PROBLEM REQUIREMENTS
Exactly as written, please repeat the data that follows, but not the pictures.

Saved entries

******************************

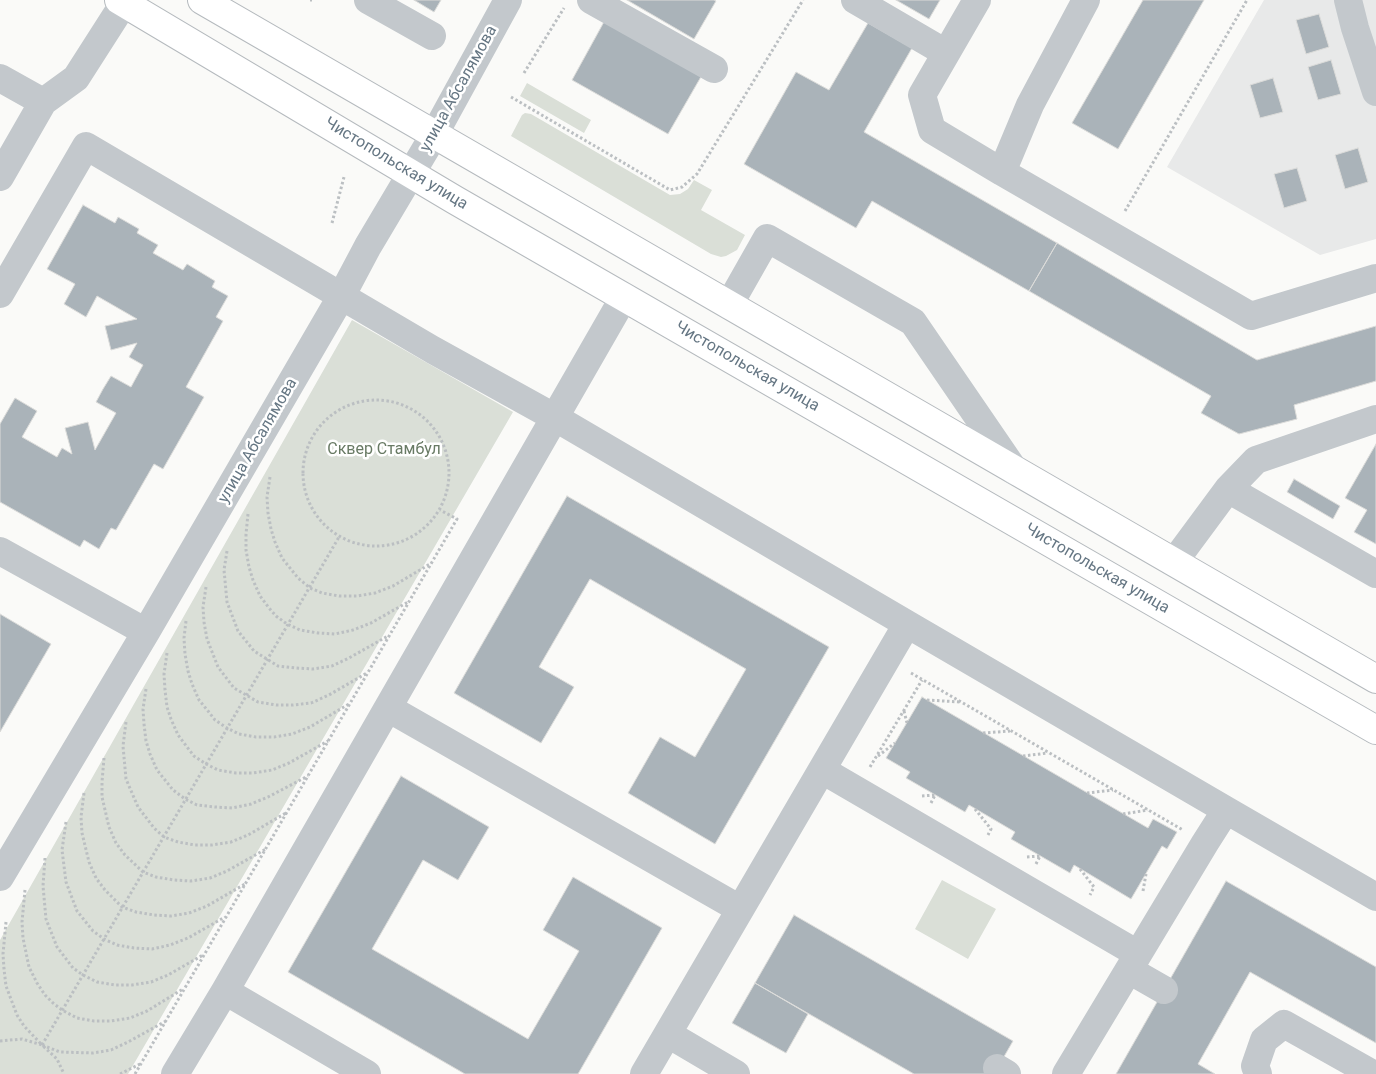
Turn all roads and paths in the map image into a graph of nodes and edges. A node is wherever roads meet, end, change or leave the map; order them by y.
1 (202, 0) edge
2 (368, 0) edge
3 (508, 0) edge
4 (569, 0) edge
5 (591, 0) edge
6 (803, 0) edge
7 (854, 0) edge
8 (977, 0) edge
9 (1086, 0) edge
10 (1247, 0) edge
11 (1348, 0) edge
12 (121, 1) edge
13 (1365, 33) edge
14 (432, 36) dead end
15 (946, 53) junction
16 (714, 69) dead end
17 (524, 73) dead end
18 (0, 78) edge
19 (1376, 92) edge
20 (511, 97) dead end
21 (43, 102) junction
22 (434, 135) junction
23 (1002, 172) junction
24 (411, 174) junction
25 (0, 177) edge
26 (344, 177) dead end
27 (332, 223) dead end
28 (1110, 235) junction
29 (1376, 278) edge
30 (0, 294) edge
31 (342, 296) junction
32 (624, 296) junction
33 (729, 305) junction
34 (554, 417) junction
35 (1376, 419) edge
36 (1015, 471) junction
37 (270, 474) dead end
38 (1228, 489) junction
39 (440, 510) junction
40 (249, 511) dead end
41 (339, 537) junction
42 (227, 550) dead end
43 (0, 551) edge
44 (1174, 562) junction
45 (431, 563) junction
46 (1376, 574) edge
47 (206, 584) dead end
48 (310, 588) junction
49 (410, 601) junction
50 (187, 620) dead end
51 (287, 624) junction
52 (907, 624) junction
53 (389, 636) junction
54 (157, 639) junction
55 (267, 660) junction
56 (887, 660) junction
57 (369, 672) junction
58 (1376, 679) edge
59 (147, 680) dead end
60 (922, 680) junction
61 (246, 696) junction
62 (927, 700) dead end
63 (960, 702) junction
64 (350, 704) junction
65 (388, 708) junction
66 (904, 711) junction
67 (126, 716) dead end
68 (907, 723) dead end
69 (227, 728) junction
70 (1376, 730) edge
71 (1010, 731) junction
72 (982, 733) dead end
73 (329, 741) junction
74 (895, 743) dead end
75 (105, 752) dead end
76 (1048, 753) junction
77 (1023, 756) dead end
78 (876, 758) junction
79 (206, 764) junction
80 (822, 770) junction
81 (309, 775) junction
82 (85, 787) dead end
83 (857, 790) junction
84 (1114, 790) junction
85 (1087, 793) dead end
86 (185, 799) junction
87 (976, 809) dead end
88 (1148, 810) junction
89 (1226, 810) junction
90 (287, 812) junction
91 (1123, 814) dead end
92 (66, 819) dead end
93 (991, 829) dead end
94 (164, 837) junction
95 (1205, 842) junction
96 (266, 849) junction
97 (45, 855) dead end
98 (1080, 869) dead end
99 (143, 872) junction
100 (0, 878) edge
101 (246, 884) junction
102 (1094, 887) dead end
103 (25, 890) dead end
104 (1376, 897) edge
105 (122, 907) junction
106 (740, 909) junction
107 (226, 916) junction
108 (6, 922) dead end
109 (104, 940) junction
110 (205, 953) junction
111 (1133, 962) junction
112 (83, 975) junction
113 (185, 988) junction
114 (1164, 990) dead end
115 (225, 991) junction
116 (62, 1010) junction
117 (166, 1020) junction
118 (668, 1034) junction
119 (0, 1041) edge
120 (42, 1045) junction
121 (141, 1064) junction
122 (64, 1074) edge
123 (120, 1074) edge
124 (135, 1074) edge
125 (175, 1074) edge
126 (367, 1074) edge
127 (644, 1074) edge
128 (736, 1074) edge
129 (1066, 1074) edge
130 (1258, 1074) edge
131 (1373, 1074) edge

1 - 22 main road
2 - 14 street
3 - 22 street, улица Абсалямова
4 - 17 path
5 - 16 street
6 - 20 path
7 - 15 street
8 - 15 street
9 - 23 street
10 - 28 path
11 - 13 street
12 - 21 street
12 - 24 main road, Чистопольская улица
13 - 19 street
15 - 23 street
18 - 21 street
21 - 25 street
22 - 24 street, улица Абсалямова
22 - 33 main road
23 - 28 street
24 - 31 street, улица Абсалямова
24 - 32 main road, Чистопольская улица
26 - 27 path
28 - 29 street
30 - 31 street
31 - 34 street
31 - 54 street, улица Абсалямова
32 - 34 street
32 - 70 main road, Чистопольская улица
33 - 36 main road
33 - 36 street
34 - 52 street
34 - 65 street
35 - 38 street
36 - 44 main road
37 - 48 path
38 - 44 street
38 - 46 street
39 - 41 path
39 - 41 path
39 - 45 path
40 - 51 path
41 - 48 path
42 - 55 path
43 - 54 street
44 - 58 main road
45 - 48 path
45 - 49 path
47 - 61 path
48 - 51 path
49 - 51 path
49 - 53 path
50 - 69 path
51 - 55 path
52 - 56 street
52 - 89 street
53 - 55 path
53 - 57 path
54 - 79 path
54 - 100 street, улица Абсалямова
55 - 61 path
56 - 60 path
56 - 80 street
57 - 61 path
57 - 64 path
59 - 86 path
60 - 63 path
60 - 66 path
61 - 69 path
62 - 63 path
63 - 71 path
64 - 69 path
64 - 73 path
65 - 106 street
65 - 115 street
66 - 68 path
66 - 78 path
67 - 94 path
69 - 79 path
71 - 72 path
71 - 76 path
73 - 79 path
73 - 81 path
74 - 78 path
75 - 99 path
76 - 77 path
76 - 84 path
78 - 83 path
79 - 86 path
80 - 83 street
80 - 106 street
81 - 86 path
81 - 90 path
82 - 105 path
83 - 111 street
84 - 85 path
84 - 88 path
86 - 94 path
87 - 93 path
88 - 91 path
88 - 95 path
89 - 95 street
89 - 104 street
90 - 94 path
90 - 96 path
92 - 109 path
94 - 99 path
95 - 111 street
96 - 99 path
96 - 101 path
97 - 112 path
98 - 102 path
99 - 105 path
101 - 105 path
101 - 107 path
103 - 116 path
105 - 109 path
106 - 118 street
107 - 109 path
107 - 110 path
108 - 120 path
109 - 112 path
110 - 112 path
110 - 113 path
111 - 114 street
111 - 129 street
112 - 116 path
113 - 116 path
113 - 117 path
115 - 125 street
115 - 126 street
116 - 120 path
117 - 120 path
117 - 121 path
118 - 127 street
118 - 128 street
119 - 120 path
120 - 122 path
121 - 123 path
121 - 124 path
130 - 131 street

******************************

RESPONSE TO THE TASK
Turn all roads and paths in the map image into a graph of nodes and edges. A node is wherever roads meet, end, change or leave the map; order them by y.
1 (202, 0) edge
2 (368, 0) edge
3 (508, 0) edge
4 (569, 0) edge
5 (591, 0) edge
6 (803, 0) edge
7 (854, 0) edge
8 (977, 0) edge
9 (1086, 0) edge
10 (1247, 0) edge
11 (1348, 0) edge
12 (121, 1) edge
13 (1365, 33) edge
14 (432, 36) dead end
15 (946, 53) junction
16 (714, 69) dead end
17 (524, 73) dead end
18 (0, 78) edge
19 (1376, 92) edge
20 (511, 97) dead end
21 (43, 102) junction
22 (434, 135) junction
23 (1002, 172) junction
24 (411, 174) junction
25 (0, 177) edge
26 (344, 177) dead end
27 (332, 223) dead end
28 (1110, 235) junction
29 (1376, 278) edge
30 (0, 294) edge
31 (342, 296) junction
32 (624, 296) junction
33 (729, 305) junction
34 (554, 417) junction
35 (1376, 419) edge
36 (1015, 471) junction
37 (270, 474) dead end
38 (1228, 489) junction
39 (440, 510) junction
40 (249, 511) dead end
41 (339, 537) junction
42 (227, 550) dead end
43 (0, 551) edge
44 (1174, 562) junction
45 (431, 563) junction
46 (1376, 574) edge
47 (206, 584) dead end
48 (310, 588) junction
49 (410, 601) junction
50 (187, 620) dead end
51 (287, 624) junction
52 (907, 624) junction
53 (389, 636) junction
54 (157, 639) junction
55 (267, 660) junction
56 (887, 660) junction
57 (369, 672) junction
58 (1376, 679) edge
59 (147, 680) dead end
60 (922, 680) junction
61 (246, 696) junction
62 (927, 700) dead end
63 (960, 702) junction
64 (350, 704) junction
65 (388, 708) junction
66 (904, 711) junction
67 (126, 716) dead end
68 (907, 723) dead end
69 (227, 728) junction
70 (1376, 730) edge
71 (1010, 731) junction
72 (982, 733) dead end
73 (329, 741) junction
74 (895, 743) dead end
75 (105, 752) dead end
76 (1048, 753) junction
77 (1023, 756) dead end
78 (876, 758) junction
79 (206, 764) junction
80 (822, 770) junction
81 (309, 775) junction
82 (85, 787) dead end
83 (857, 790) junction
84 (1114, 790) junction
85 (1087, 793) dead end
86 (185, 799) junction
87 (976, 809) dead end
88 (1148, 810) junction
89 (1226, 810) junction
90 (287, 812) junction
91 (1123, 814) dead end
92 (66, 819) dead end
93 (991, 829) dead end
94 (164, 837) junction
95 (1205, 842) junction
96 (266, 849) junction
97 (45, 855) dead end
98 (1080, 869) dead end
99 (143, 872) junction
100 (0, 878) edge
101 (246, 884) junction
102 (1094, 887) dead end
103 (25, 890) dead end
104 (1376, 897) edge
105 (122, 907) junction
106 (740, 909) junction
107 (226, 916) junction
108 (6, 922) dead end
109 (104, 940) junction
110 (205, 953) junction
111 (1133, 962) junction
112 (83, 975) junction
113 (185, 988) junction
114 (1164, 990) dead end
115 (225, 991) junction
116 (62, 1010) junction
117 (166, 1020) junction
118 (668, 1034) junction
119 (0, 1041) edge
120 (42, 1045) junction
121 (141, 1064) junction
122 (64, 1074) edge
123 (120, 1074) edge
124 (135, 1074) edge
125 (175, 1074) edge
126 (367, 1074) edge
127 (644, 1074) edge
128 (736, 1074) edge
129 (1066, 1074) edge
130 (1258, 1074) edge
131 (1373, 1074) edge

1 - 22 main road
2 - 14 street
3 - 22 street, улица Абсалямова
4 - 17 path
5 - 16 street
6 - 20 path
7 - 15 street
8 - 15 street
9 - 23 street
10 - 28 path
11 - 13 street
12 - 21 street
12 - 24 main road, Чистопольская улица
13 - 19 street
15 - 23 street
18 - 21 street
21 - 25 street
22 - 24 street, улица Абсалямова
22 - 33 main road
23 - 28 street
24 - 31 street, улица Абсалямова
24 - 32 main road, Чистопольская улица
26 - 27 path
28 - 29 street
30 - 31 street
31 - 34 street
31 - 54 street, улица Абсалямова
32 - 34 street
32 - 70 main road, Чистопольская улица
33 - 36 main road
33 - 36 street
34 - 52 street
34 - 65 street
35 - 38 street
36 - 44 main road
37 - 48 path
38 - 44 street
38 - 46 street
39 - 41 path
39 - 41 path
39 - 45 path
40 - 51 path
41 - 48 path
42 - 55 path
43 - 54 street
44 - 58 main road
45 - 48 path
45 - 49 path
47 - 61 path
48 - 51 path
49 - 51 path
49 - 53 path
50 - 69 path
51 - 55 path
52 - 56 street
52 - 89 street
53 - 55 path
53 - 57 path
54 - 79 path
54 - 100 street, улица Абсалямова
55 - 61 path
56 - 60 path
56 - 80 street
57 - 61 path
57 - 64 path
59 - 86 path
60 - 63 path
60 - 66 path
61 - 69 path
62 - 63 path
63 - 71 path
64 - 69 path
64 - 73 path
65 - 106 street
65 - 115 street
66 - 68 path
66 - 78 path
67 - 94 path
69 - 79 path
71 - 72 path
71 - 76 path
73 - 79 path
73 - 81 path
74 - 78 path
75 - 99 path
76 - 77 path
76 - 84 path
78 - 83 path
79 - 86 path
80 - 83 street
80 - 106 street
81 - 86 path
81 - 90 path
82 - 105 path
83 - 111 street
84 - 85 path
84 - 88 path
86 - 94 path
87 - 93 path
88 - 91 path
88 - 95 path
89 - 95 street
89 - 104 street
90 - 94 path
90 - 96 path
92 - 109 path
94 - 99 path
95 - 111 street
96 - 99 path
96 - 101 path
97 - 112 path
98 - 102 path
99 - 105 path
101 - 105 path
101 - 107 path
103 - 116 path
105 - 109 path
106 - 118 street
107 - 109 path
107 - 110 path
108 - 120 path
109 - 112 path
110 - 112 path
110 - 113 path
111 - 114 street
111 - 129 street
112 - 116 path
113 - 116 path
113 - 117 path
115 - 125 street
115 - 126 street
116 - 120 path
117 - 120 path
117 - 121 path
118 - 127 street
118 - 128 street
119 - 120 path
120 - 122 path
121 - 123 path
121 - 124 path
130 - 131 street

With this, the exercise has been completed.